• **PROBLEM**: Out of the data below, copy every line with the string "points".

★ ★ ★

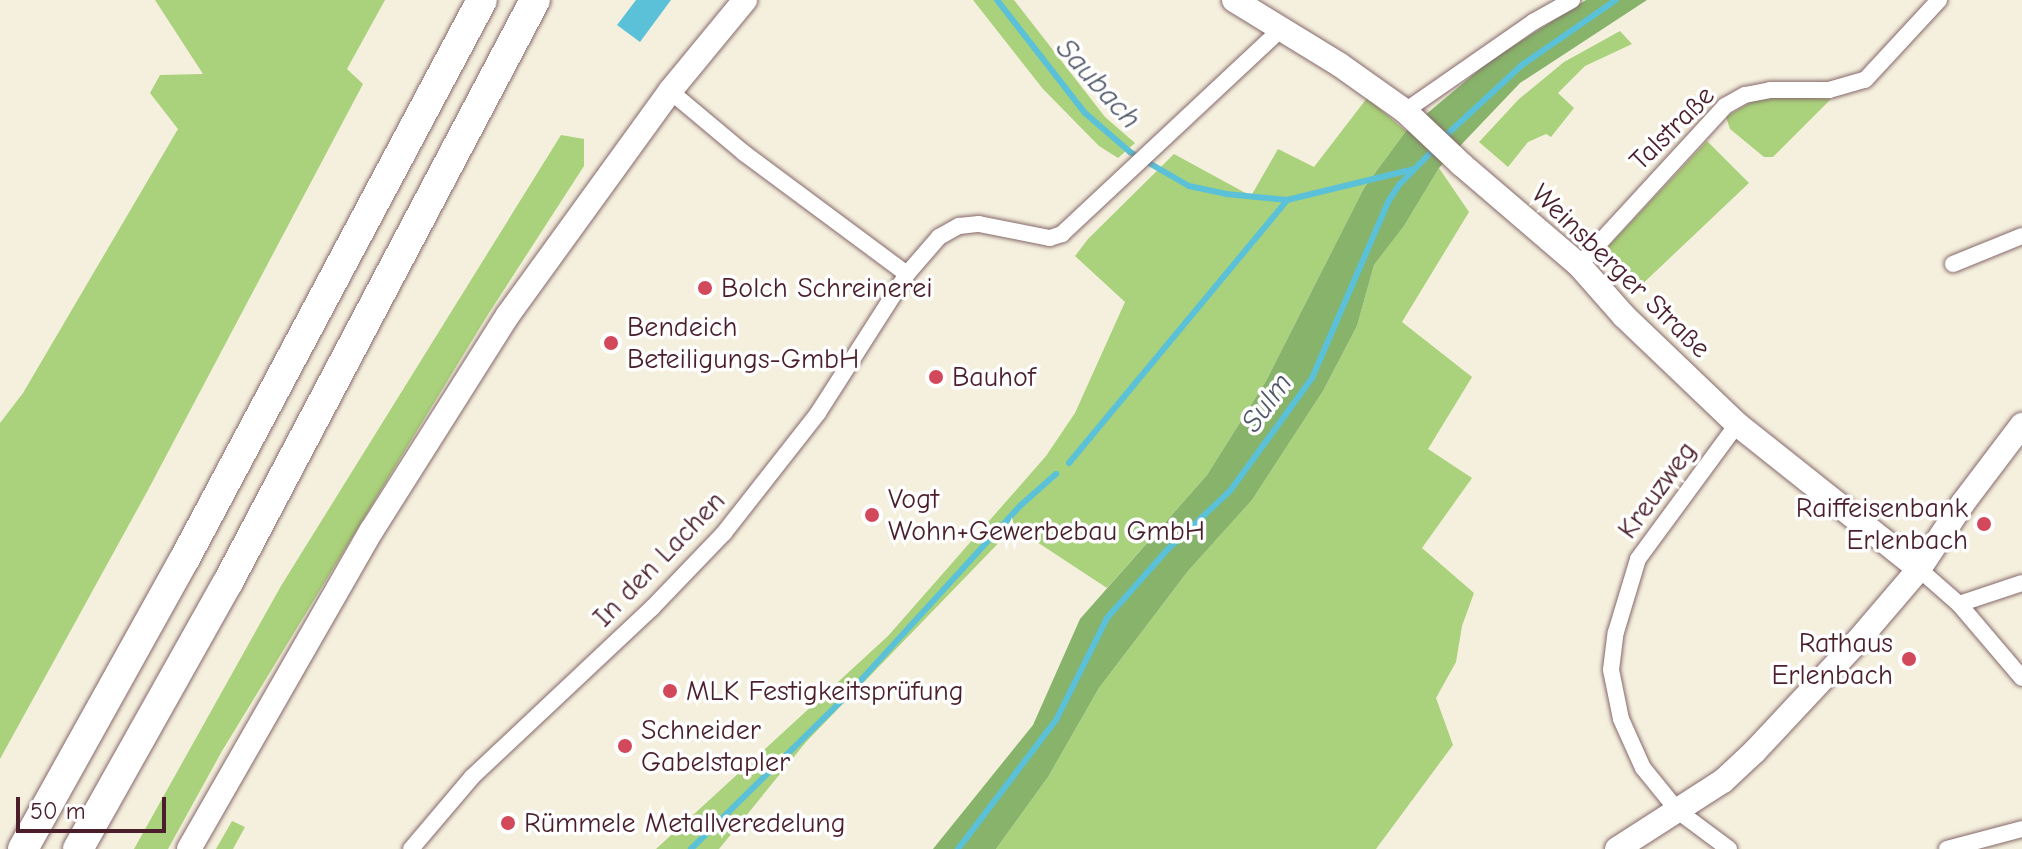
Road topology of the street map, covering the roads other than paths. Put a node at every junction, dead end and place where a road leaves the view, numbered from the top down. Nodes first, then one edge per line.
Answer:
1 (482, 0) edge
2 (535, 0) edge
3 (745, 0) edge
4 (1234, 0) edge
5 (1572, 0) edge
6 (1939, 0) edge
7 (1281, 29) junction
8 (670, 91) junction
9 (1412, 117) junction
10 (2022, 236) edge
11 (1953, 264) dead end
12 (1579, 265) junction
13 (907, 274) junction
14 (1737, 424) junction
15 (2022, 425) edge
16 (1919, 569) junction
17 (2022, 583) edge
18 (1959, 604) junction
19 (2022, 678) edge
20 (1678, 811) junction
21 (2022, 829) edge
22 (23, 849) edge
23 (78, 849) edge
24 (189, 849) edge
25 (411, 849) edge
26 (1617, 849) edge
27 (1729, 849) edge
28 (1947, 849) edge

1 - 22 highway
2 - 23 highway
3 - 8 street
4 - 7 street, Weinsberger Straße
5 - 9 street
6 - 12 street, Talstraße
7 - 9 street, Weinsberger Straße
7 - 13 street, In den Lachen
8 - 13 street
8 - 24 street
9 - 12 street, Weinsberger Straße
10 - 11 street
12 - 14 street, Weinsberger Straße
13 - 25 street, In den Lachen
14 - 16 street, Weinsberger Straße
14 - 20 street, Kreuzweg
15 - 16 street
16 - 18 street
16 - 20 street
17 - 18 street
18 - 19 street
20 - 26 street
20 - 27 street, Kreuzweg
21 - 28 street

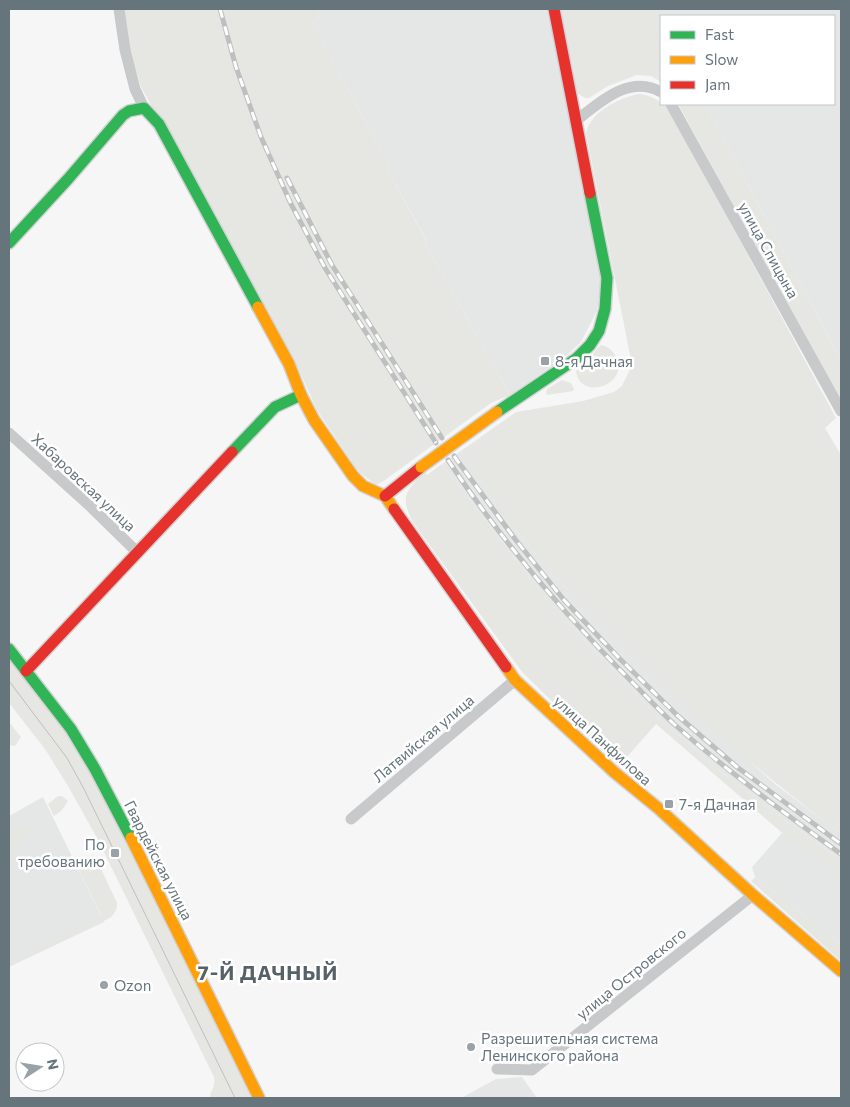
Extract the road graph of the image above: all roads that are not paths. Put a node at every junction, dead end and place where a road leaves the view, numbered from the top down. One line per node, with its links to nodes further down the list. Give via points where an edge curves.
1 (119, 9): 5 (street, via 125,50)
2 (554, 9): 6 (main road)
3 (660, 92): 6 (street, via 645,86 614,92)
4 (672, 105): 9 (street, улица Спицына)
5 (144, 108): 7 (main road, via 123,114); 8 (main road, via 159,124 188,177 289,364)
6 (577, 120): 11 (main road, bridge, via 607,278 607,298 596,338 575,360 420,467)
7 (9, 243)
8 (301, 395): 11 (main road, via 314,420 353,476 363,486); 12 (main road, via 275,407)
9 (841, 412)
10 (9, 433): 12 (street, Хабаровская улица)
11 (385, 496): 15 (main road, улица Панфилова)
12 (138, 553): 14 (main road)
13 (9, 649): 14 (main road, Гвардейская улица)
14 (26, 671): 20 (main road, Гвардейская улица, via 71,729 95,769 150,873)
15 (515, 680): 16 (street, Латвийская улица); 17 (main road, улица Панфилова)
16 (351, 819)
17 (753, 895): 18 (main road, улица Панфилова); 19 (street, улица Островского, via 532,1070)
18 (841, 971)
19 (497, 1069)
20 (259, 1098)

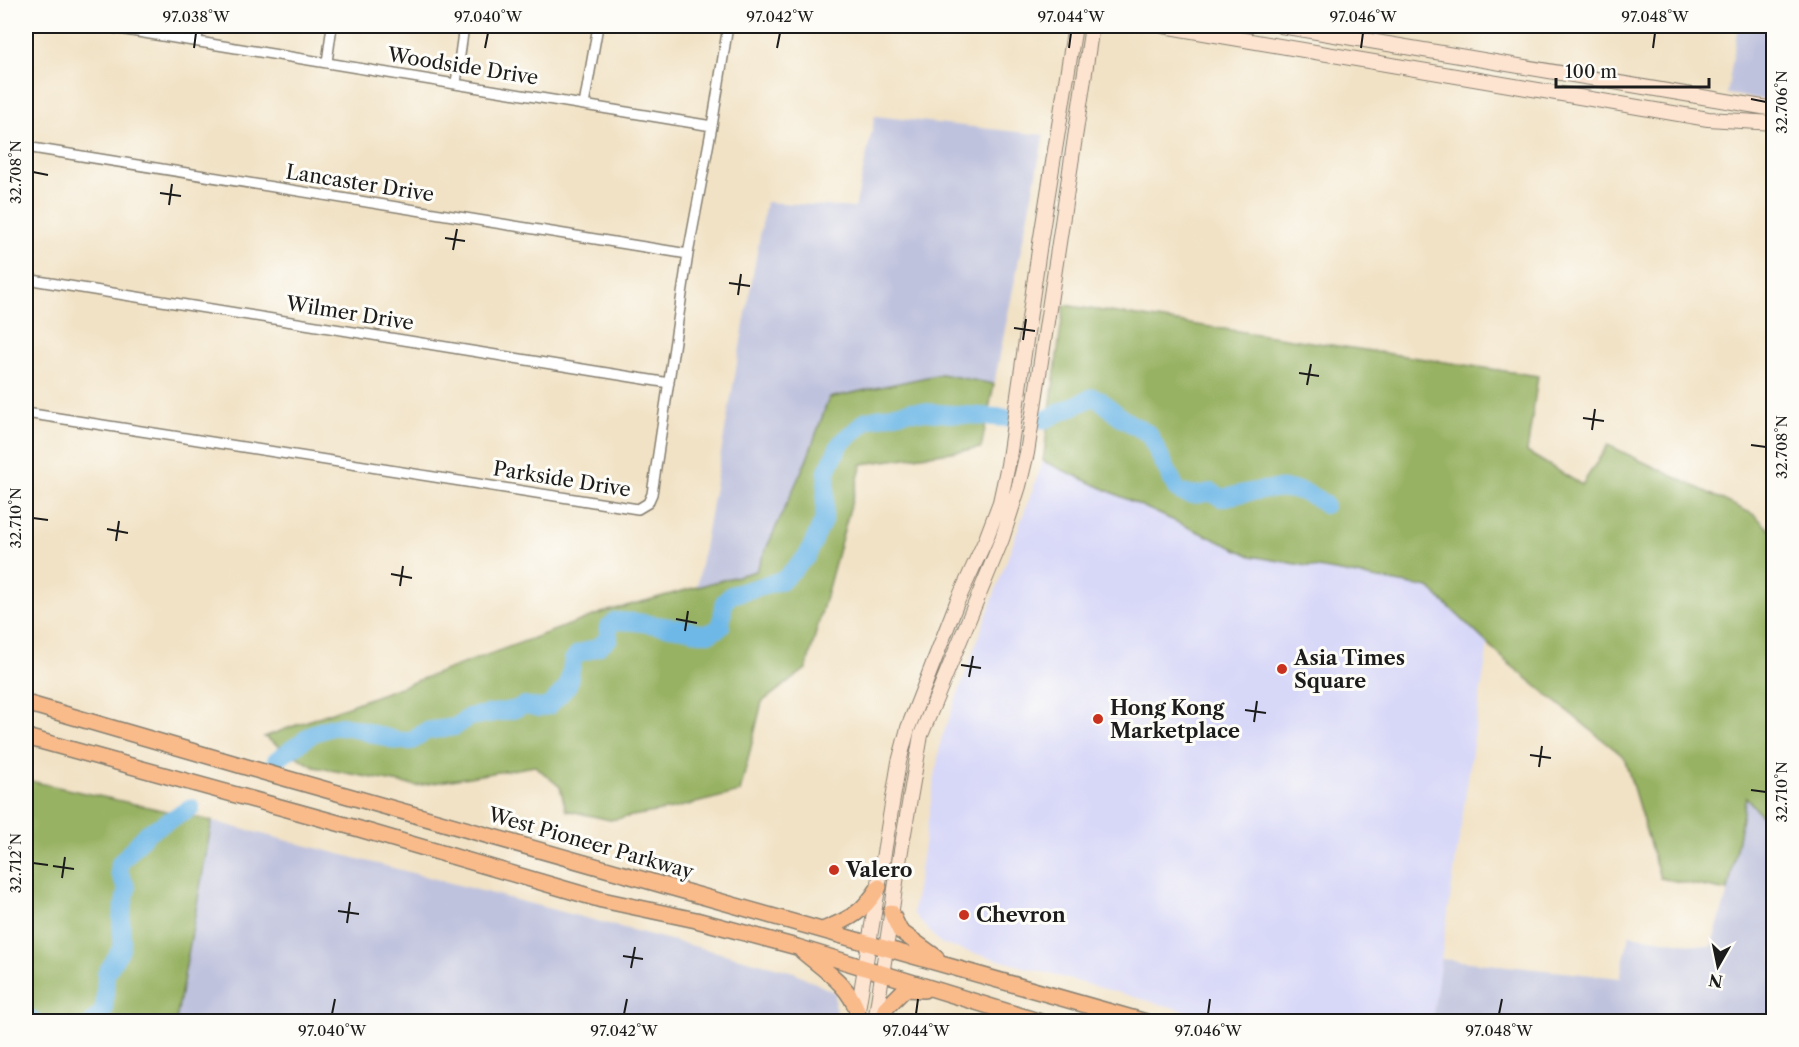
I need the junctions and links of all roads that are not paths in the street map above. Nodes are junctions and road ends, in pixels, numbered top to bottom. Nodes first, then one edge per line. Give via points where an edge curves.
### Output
1 (101, 26) edge
2 (199, 26) edge
3 (332, 26) edge
4 (464, 26) edge
5 (598, 26) edge
6 (728, 26) edge
7 (1075, 26) edge
8 (1092, 26) edge
9 (1163, 26) edge
10 (1281, 26) edge
11 (197, 40) junction
12 (327, 62) junction
13 (456, 83) junction
14 (584, 105) junction
15 (1773, 109) edge
16 (1773, 123) edge
17 (712, 126) junction
18 (26, 147) edge
19 (688, 254) junction
20 (26, 279) edge
21 (669, 383) junction
22 (26, 413) edge
23 (26, 703) edge
24 (26, 736) edge
25 (879, 887) junction
26 (891, 912) junction
27 (825, 929) junction
28 (871, 943) junction
29 (797, 947) junction
30 (886, 948) junction
31 (951, 967) junction
32 (866, 968) junction
33 (882, 974) junction
34 (939, 990) junction
35 (857, 1018) edge
36 (875, 1022) edge
37 (882, 1022) edge
38 (1041, 1022) edge
39 (1146, 1022) edge

1 - 11 street, Woodside Drive
2 - 11 street
3 - 12 street
4 - 13 street
5 - 14 street
6 - 17 street, Parkside Drive
7 - 25 main road via 1000,502 908,728
8 - 26 main road via 1027,453 1002,539 921,735
9 - 16 main road via 1697,117
10 - 15 main road
11 - 12 street, Woodside Drive
12 - 13 street, Woodside Drive
13 - 14 street, Woodside Drive
14 - 17 street, Woodside Drive
17 - 19 street, Parkside Drive
18 - 19 street, Lancaster Drive
19 - 21 street, Parkside Drive
20 - 21 street, Wilmer Drive
21 - 22 street, Parkside Drive via 652,494 648,503 638,509
23 - 27 main road, West Pioneer Parkway
24 - 29 main road via 602,900
25 - 27 main road via 868,905 848,920
25 - 28 main road
26 - 30 main road
26 - 31 main road via 900,931
27 - 28 main road, West Pioneer Parkway
28 - 30 main road, West Pioneer Parkway
28 - 32 main road
29 - 32 main road
29 - 35 main road via 847,990 856,1005
30 - 31 main road, West Pioneer Parkway
30 - 33 main road
31 - 39 main road, West Pioneer Parkway
32 - 33 main road
32 - 35 main road
33 - 34 main road
33 - 36 main road
34 - 37 main road via 905,989 885,1009
34 - 38 main road

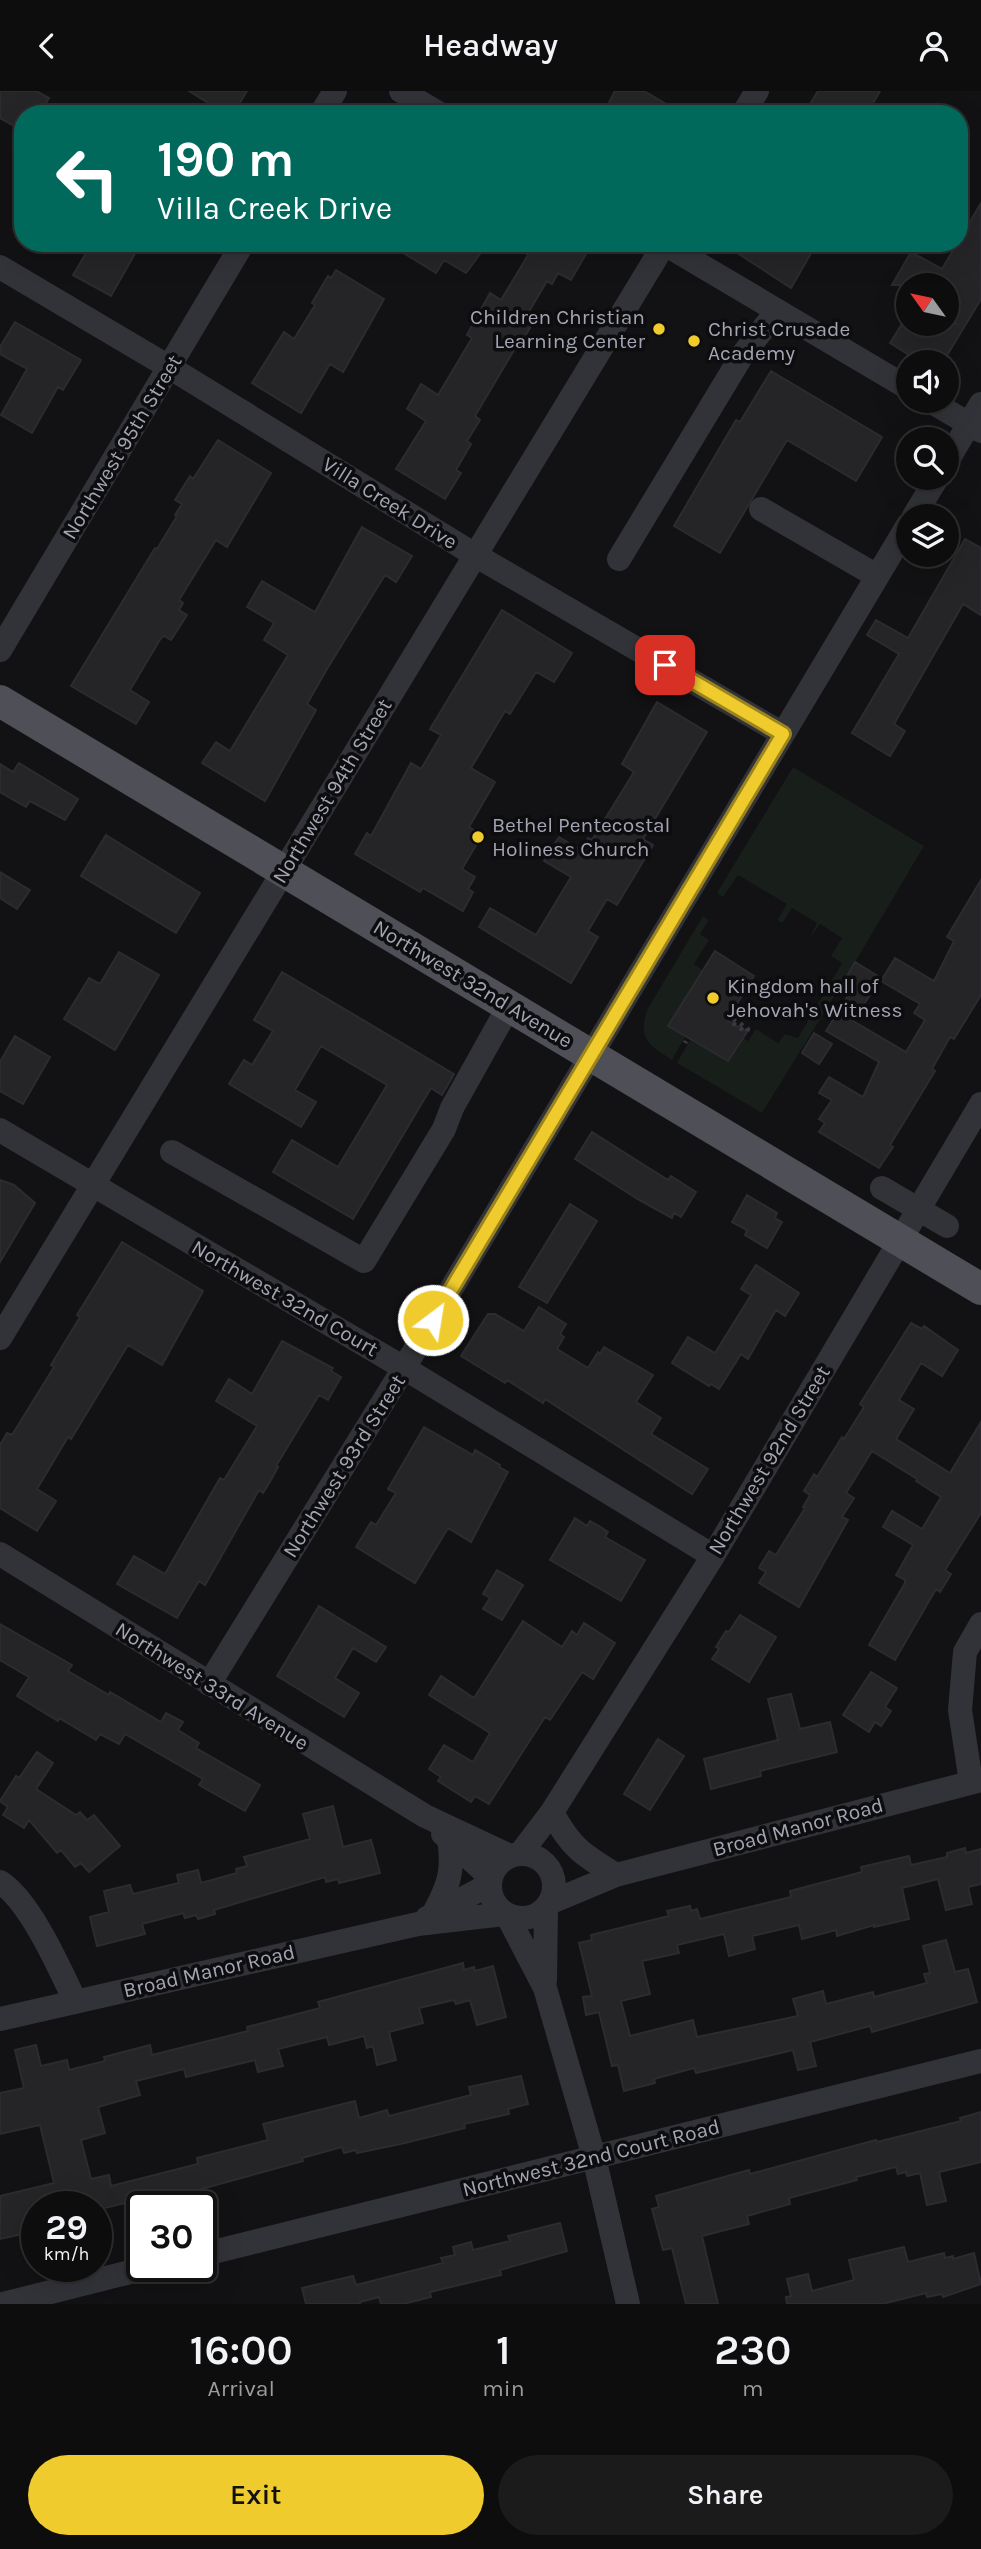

★ ★ ★

• **WRITTEN RESPONSE**:
Extract the road graph of the image above: all roads that are not paths. Put a node at every junction, dead end and place where a road leaves the view, numbered from the top down. One line per node, with its links to nodes further down the list. Give via points where an edge curves.
I need the junctions and links of all roads that are not paths in the street map above. Nodes are junctions and road ends, in pixels, numbered top to bottom. Nodes first, then one edge per line. Give via points where an edge curves.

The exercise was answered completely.